The New Jersey attorney general didn’t respond to my request for comment. So, again, I’m left to summarize the state views based on public court filings. New Jersey has argued that its subpoena is part of legitimate oversight to ensure compliance with state laws and not engaging in misleading advertising. Huber doesn’t think so. Her view is that the demand is driven by hostility to her group’s pro-life stance.

HUBER: We don’t perform or refer for abortions, and I think that’s the reason for the attack.

EICHER: Lawyer Jim Campbell says this kind of pressure has become more common over the last three years:

CAMPBELL: Ever since the Supreme Court overturned Roe v Wade in the Dobbs decision, there’s been an onslaught of harassment, discrimination, and vandalism against pro-life pregnancy centers. And one of the forms in which that harassment has taken is certain state attorneys general have been going after them through lawsuits and also through overbearing subpoenas and other demanding requests for their internal documents. And that’s exactly what this case involves.

Campbell points to a 20-21 Supreme Court precedent out of California: Americans for Prosperity v. Bonta. That case struck down a law requiring nonprofits to turn over their donor lists to the state. The court made two key holdings: one, the mandate violated freedom of association, and two, it wasn’t narrowly tailored to serve a state interest.

What precipitated that case was that then-Attorney General Kamala Harris and later Rob Bonta required nonprofits to disclose donors to the state. That information leaked, a challenge to the law then followed, and the Supreme Court ruled against California.

CAMPBELL: Similarly here, the state of New Jersey should have to answer in federal court for its efforts to dig into the private donor information of pregnancy centers.

REICHARD: As is so often the case, the first question for the court to answer is a basic one: Which court should hear the case?

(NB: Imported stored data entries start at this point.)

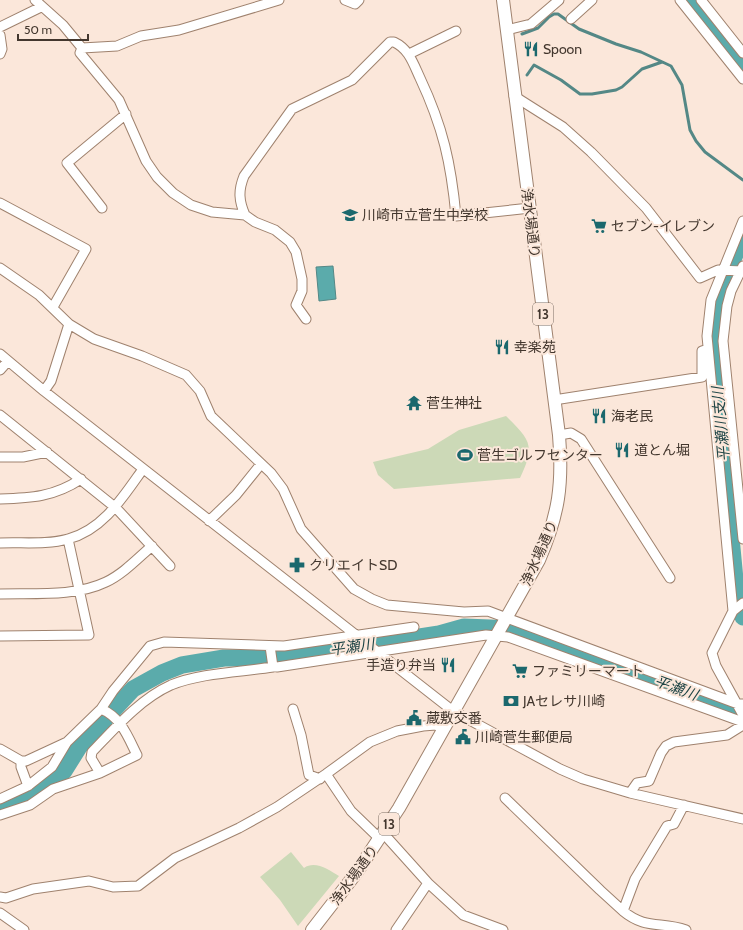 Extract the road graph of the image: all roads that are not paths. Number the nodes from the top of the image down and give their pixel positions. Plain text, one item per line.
1 (279, 0) edge
2 (345, 0) edge
3 (359, 0) edge
4 (503, 0) edge
5 (559, 0) edge
6 (592, 0) edge
7 (680, 0) edge
8 (701, 0) edge
9 (38, 3) edge
10 (571, 19) dead end
11 (0, 26) edge
12 (507, 30) junction
13 (456, 31) dead end
14 (0, 35) edge
15 (82, 48) junction
16 (743, 53) edge
17 (0, 54) edge
18 (409, 54) junction
19 (743, 79) edge
20 (514, 96) junction
21 (126, 114) junction
22 (0, 203) edge
23 (102, 208) dead end
24 (530, 208) junction
25 (245, 215) junction
26 (743, 222) edge
27 (0, 268) edge
28 (742, 270) edge
29 (723, 271) junction
30 (53, 307) junction
31 (306, 319) dead end
32 (69, 324) junction
33 (708, 349) junction
34 (0, 354) edge
35 (8, 361) junction
36 (0, 370) edge
37 (44, 392) junction
38 (554, 400) junction
39 (0, 415) edge
40 (559, 435) junction
41 (47, 452) junction
42 (0, 457) edge
43 (261, 464) junction
44 (143, 469) junction
45 (81, 479) junction
46 (0, 498) edge
47 (116, 508) junction
48 (209, 521) junction
49 (743, 539) edge
50 (68, 540) junction
51 (0, 543) edge
52 (152, 546) junction
53 (170, 566) dead end
54 (670, 578) dead end
55 (79, 590) junction
56 (0, 594) edge
57 (743, 603) edge
58 (733, 611) junction
59 (508, 617) junction
60 (414, 627) dead end
61 (0, 636) edge
62 (358, 636) junction
63 (496, 636) junction
64 (375, 650) junction
65 (272, 656) junction
66 (613, 656) junction
67 (606, 672) junction
68 (741, 707) edge
69 (103, 709) junction
70 (293, 709) dead end
71 (453, 711) junction
72 (118, 720) junction
73 (743, 724) edge
74 (444, 729) junction
75 (67, 742) junction
76 (0, 749) edge
77 (21, 761) junction
78 (100, 773) junction
79 (323, 777) junction
80 (28, 786) junction
81 (630, 793) junction
82 (505, 798) dead end
83 (0, 799) edge
84 (684, 805) junction
85 (0, 815) edge
86 (743, 819) edge
87 (382, 836) junction
88 (428, 883) junction
89 (3, 898) edge
90 (623, 911) junction
91 (0, 912) edge
92 (24, 930) edge
93 (312, 930) edge
94 (396, 930) edge
95 (503, 930) edge
96 (686, 930) edge

1 - 15 street
2 - 3 street
4 - 12 main road, 浄水場通り / 13
5 - 12 street
6 - 10 street
7 - 19 street
8 - 16 street
9 - 11 street
9 - 15 street
12 - 20 main road, 浄水場通り / 13
13 - 18 street
14 - 17 street
15 - 21 street
18 - 24 street
18 - 25 street
20 - 24 main road, 浄水場通り / 13
20 - 29 street
21 - 23 street
21 - 25 street
22 - 30 street
24 - 38 main road, 浄水場通り / 13
25 - 31 street
26 - 29 street
27 - 30 street
28 - 29 street
28 - 49 street
29 - 33 street
30 - 32 street
32 - 37 street
32 - 43 street
33 - 38 street
33 - 58 street
34 - 35 street
35 - 36 street
35 - 37 street
37 - 44 street
38 - 40 main road, 浄水場通り / 13
39 - 41 street
40 - 54 street
40 - 59 main road, 浄水場通り / 13
41 - 42 street
41 - 45 street
43 - 48 street
43 - 59 street
44 - 47 street
44 - 48 street
45 - 46 street
45 - 47 street
47 - 50 street
47 - 52 street
48 - 62 street
50 - 51 street
50 - 55 street
52 - 53 street
52 - 55 street
55 - 56 street
55 - 61 street
57 - 58 street
58 - 68 street
59 - 63 main road, 浄水場通り / 13
59 - 66 street
60 - 62 street
62 - 64 street
62 - 65 street
63 - 64 street
63 - 67 street
63 - 71 main road, 浄水場通り / 13
64 - 65 street
64 - 71 street
65 - 69 street
65 - 72 street
66 - 67 street
66 - 68 street
67 - 73 street
69 - 72 street
69 - 75 street
70 - 79 street
71 - 74 main road, 浄水場通り / 13
71 - 81 street
72 - 78 street
72 - 78 street
73 - 81 street
74 - 79 street
74 - 87 main road, 浄水場通り / 13
75 - 77 street
75 - 80 street
76 - 77 street
77 - 80 street
78 - 85 street
79 - 87 street
79 - 89 street
80 - 83 street
81 - 84 street
82 - 90 street
84 - 86 street
84 - 90 street
87 - 88 street
87 - 93 main road, 浄水場通り / 13
88 - 94 street
88 - 95 street
89 - 91 street
90 - 96 street
91 - 92 street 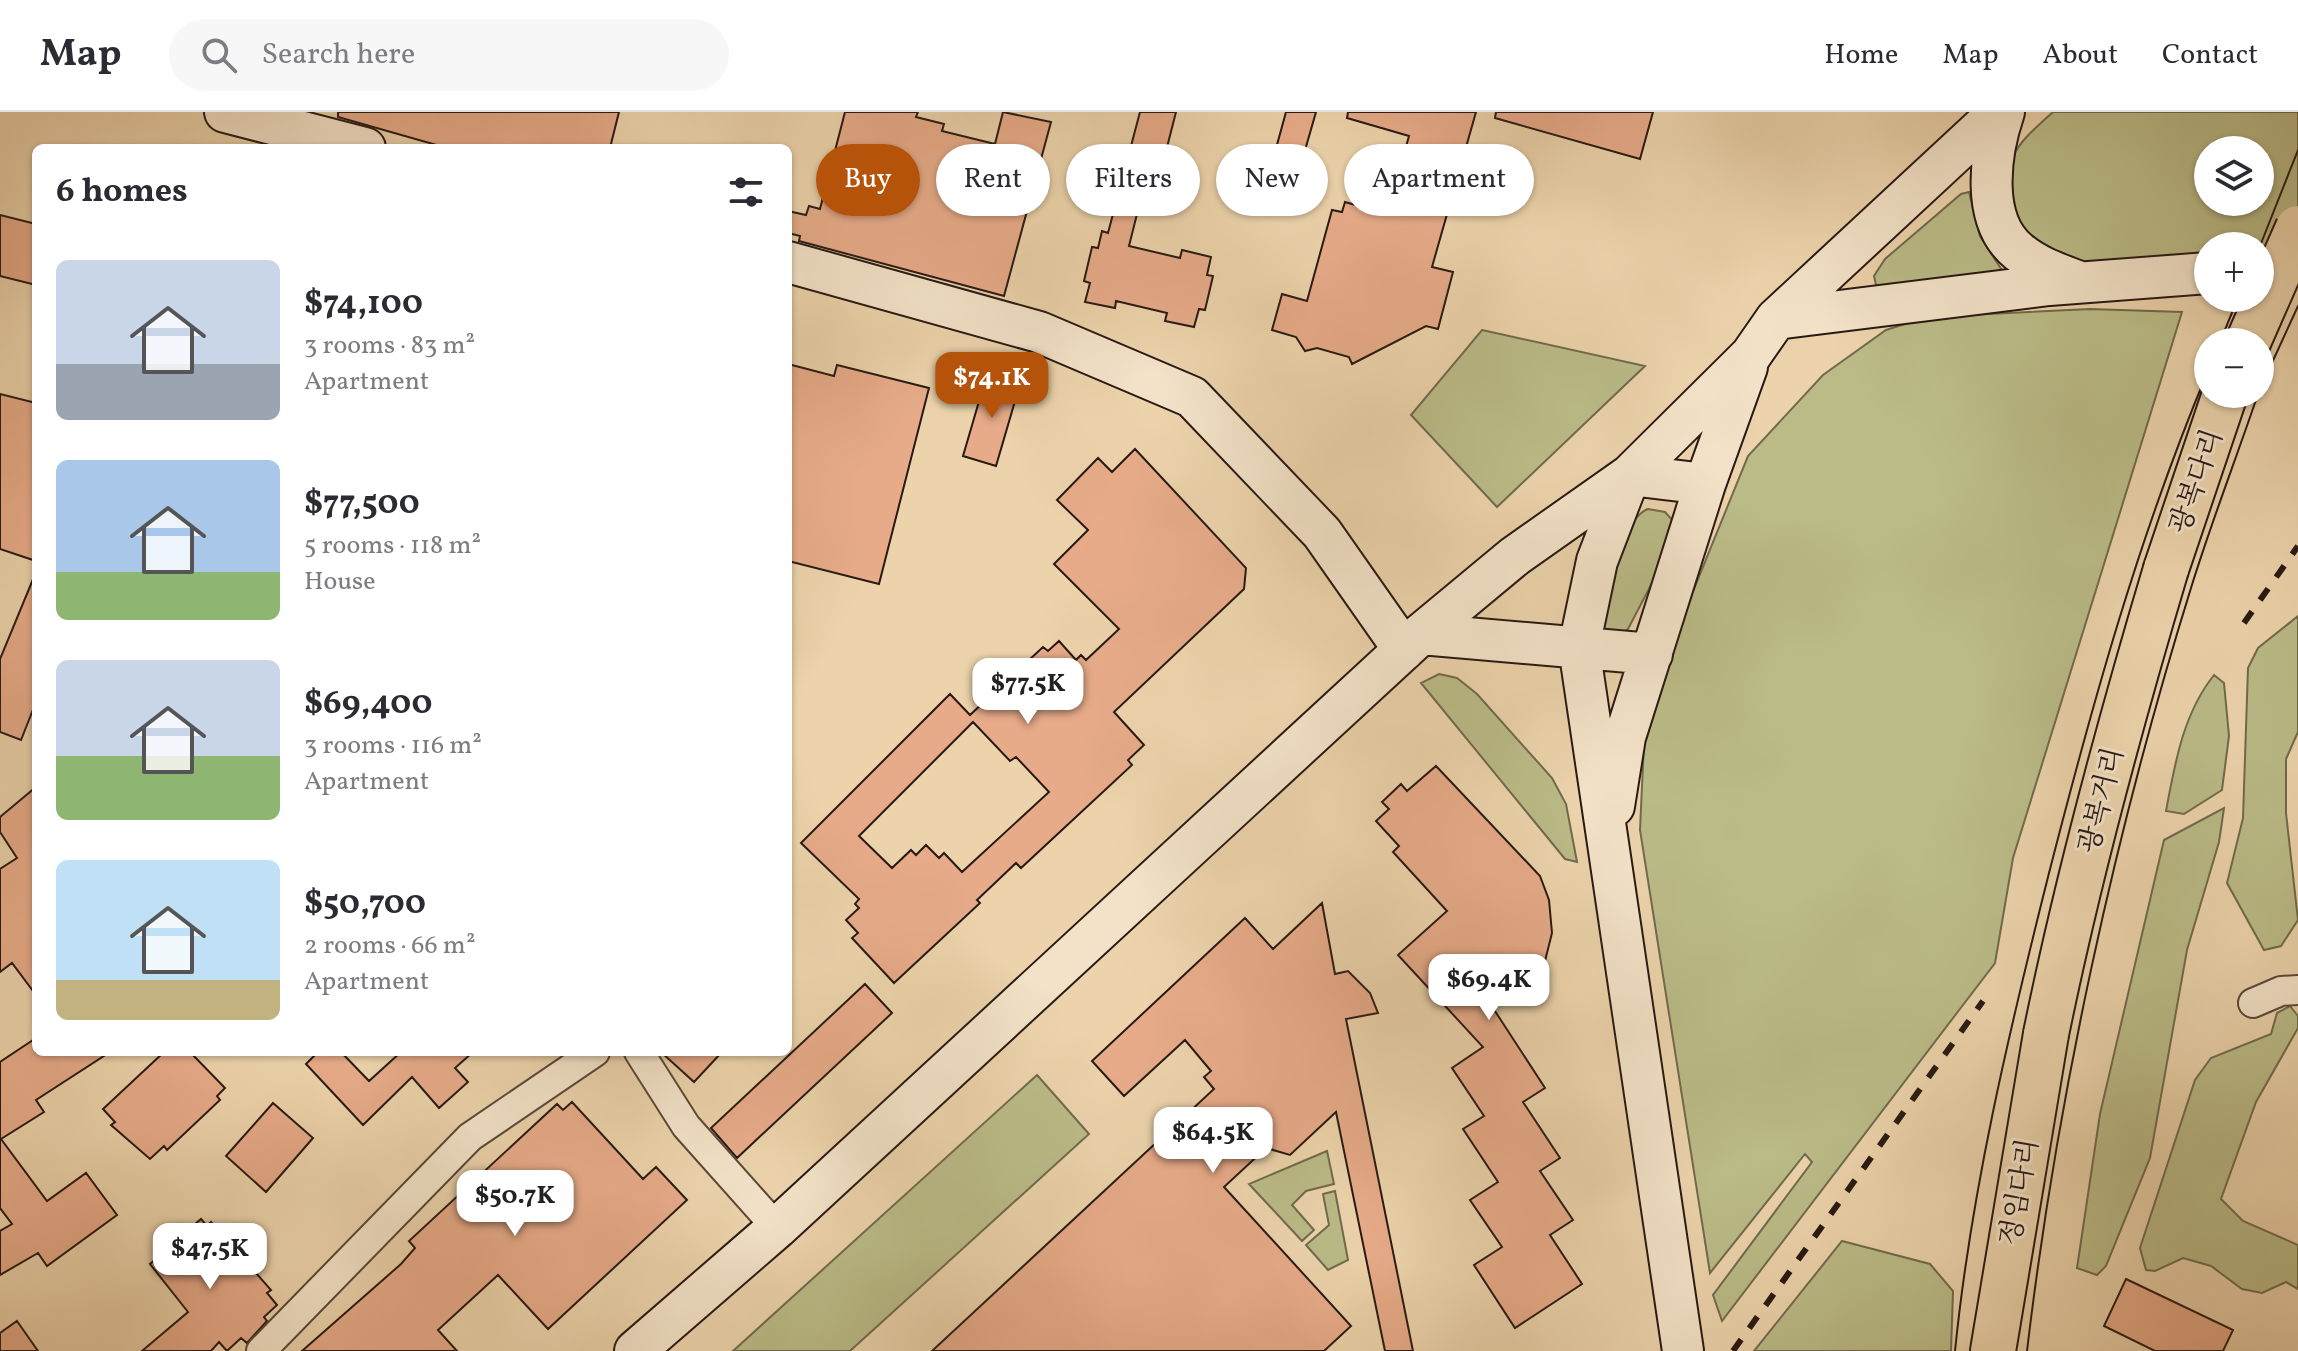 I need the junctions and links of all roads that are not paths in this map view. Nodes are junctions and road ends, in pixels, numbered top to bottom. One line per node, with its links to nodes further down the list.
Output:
1 (225, 112): 3 (main road)
2 (2001, 112): 9 (main road); 10 (main road)
3 (349, 144)
4 (2298, 228): 11 (highway, bridge)
5 (2298, 262): 7 (main road)
6 (792, 263): 17 (main road)
7 (2274, 265)
8 (2194, 274): 9 (main road)
9 (2087, 285): 10 (main road)
10 (1776, 319): 12 (main road)
11 (2254, 328)
12 (1751, 355): 14 (main road); 15 (main road)
13 (2220, 408): 16 (highway, 광복다리)
14 (1630, 475): 15 (main road); 17 (main road); 18 (main road)
15 (1705, 484): 19 (main road)
16 (2166, 569): 23 (highway, 광복거리, bridge)
17 (1412, 642): 18 (main road); 26 (main road)
18 (1579, 647): 19 (main road); 20 (main road)
19 (1652, 654): 20 (main road)
20 (1607, 845): 29 (main road)
21 (2298, 990): 22 (street)
22 (2253, 1003)
23 (2046, 1034): 30 (highway, 정임다리)
24 (589, 1056): 27 (street)
25 (642, 1056): 26 (street)
26 (777, 1228): 28 (main road)
27 (261, 1351)
28 (635, 1351)
29 (1683, 1351)
30 (1993, 1351)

CAMPBELL: Ultimately, it’s a jurisdictional question… Everyone whose constitutional rights are violated should be able to go to federal court. The lower courts here got it wrong.

Campbell says the decision will matter beyond the pro-life movement:

CAMPBELL: What we see around the country is lots of state officials that are using their very broad powers under the law to issue these demands for confidential and internal documents that not just include pregnancy centers. But these are going to groups on the right — like gun advocacy organizations — and groups on the left, like immigration advocacy groups,. And so there are a lot of private entities both in the for profit and non-profit sectors that have an interest in ensuring that whenever they receive these kinds of requests, if they believe those requests are violating their federal rights, they should be able to go to federal court and get a ruling.

For Aimee Huber, the executive director of First Choice, the fight’s been exhausting:

HUBER: There has certainly been a personal toll, but it has drawn me closer to Christ… The leadership of our state has made no secret of the fact that they are promoting abortion. We are a sanctuary state for abortion. We have money in our state budget to actually bring abortionists from other states to New Jersey to provide more abortions for women. So pregnancy centers like First Choice do not provide abortions or refer for abortions.

The aggression she’s seen still surprises her:

HUBER: I would hope that government and leadership would be supportive of nonprofits that provide free services to women. So I have been surprised by how long our legal battle has continued and the aggression really by our state leadership.

EICHER: On the surface, these two disputes could not be more different: in one, a counselor’s private conversations with clients; in the other, a nonprofit’s right to keep its donor list confidential.

REICHARD: But the core of each is the same constitutional question: how far can the government go in controlling speech, whether by dictating what can be said or by discouraging certain viewpoints through exposure?

And that’s this week’s Legal Docket.


WORLD Radio transcripts are created on a rush deadline. This text may not be in its final form and may be updated or revised in the future. Accuracy and availability may vary. The authoritative record of WORLD Radio programming is the audio record.